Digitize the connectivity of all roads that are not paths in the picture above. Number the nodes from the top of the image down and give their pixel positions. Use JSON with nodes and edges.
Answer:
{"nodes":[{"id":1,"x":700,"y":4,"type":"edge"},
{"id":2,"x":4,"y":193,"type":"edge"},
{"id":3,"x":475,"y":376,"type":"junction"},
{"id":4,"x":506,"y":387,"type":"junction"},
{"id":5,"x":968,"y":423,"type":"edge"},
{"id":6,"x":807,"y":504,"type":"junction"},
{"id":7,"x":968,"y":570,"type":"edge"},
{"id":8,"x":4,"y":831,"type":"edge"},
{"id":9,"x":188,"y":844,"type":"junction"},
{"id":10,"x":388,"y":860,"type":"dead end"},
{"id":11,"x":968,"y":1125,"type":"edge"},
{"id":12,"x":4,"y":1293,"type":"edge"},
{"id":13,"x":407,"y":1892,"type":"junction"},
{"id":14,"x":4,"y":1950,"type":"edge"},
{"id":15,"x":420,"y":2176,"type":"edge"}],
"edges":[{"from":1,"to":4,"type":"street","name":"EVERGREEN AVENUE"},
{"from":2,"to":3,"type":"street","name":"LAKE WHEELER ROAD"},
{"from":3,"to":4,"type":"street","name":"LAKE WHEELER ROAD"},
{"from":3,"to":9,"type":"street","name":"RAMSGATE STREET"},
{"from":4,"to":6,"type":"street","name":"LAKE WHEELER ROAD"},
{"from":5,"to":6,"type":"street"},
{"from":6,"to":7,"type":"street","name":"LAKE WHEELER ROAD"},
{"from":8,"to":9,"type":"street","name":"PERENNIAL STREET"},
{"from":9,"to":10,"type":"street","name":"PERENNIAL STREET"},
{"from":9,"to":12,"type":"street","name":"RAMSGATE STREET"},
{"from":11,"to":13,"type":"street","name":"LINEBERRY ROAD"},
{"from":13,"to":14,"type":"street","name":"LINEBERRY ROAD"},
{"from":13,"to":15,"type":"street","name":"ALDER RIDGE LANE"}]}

################

[What you will do] Every line of the material that holds "nodes" should be copied out as the answer.

[Finished task]
Digitize the connectivity of all roads that are not paths in the picture above. Number the nodes from the top of the image down and give their pixel positions. Use JSON with nodes and edges.
{"nodes":[{"id":1,"x":700,"y":4,"type":"edge"},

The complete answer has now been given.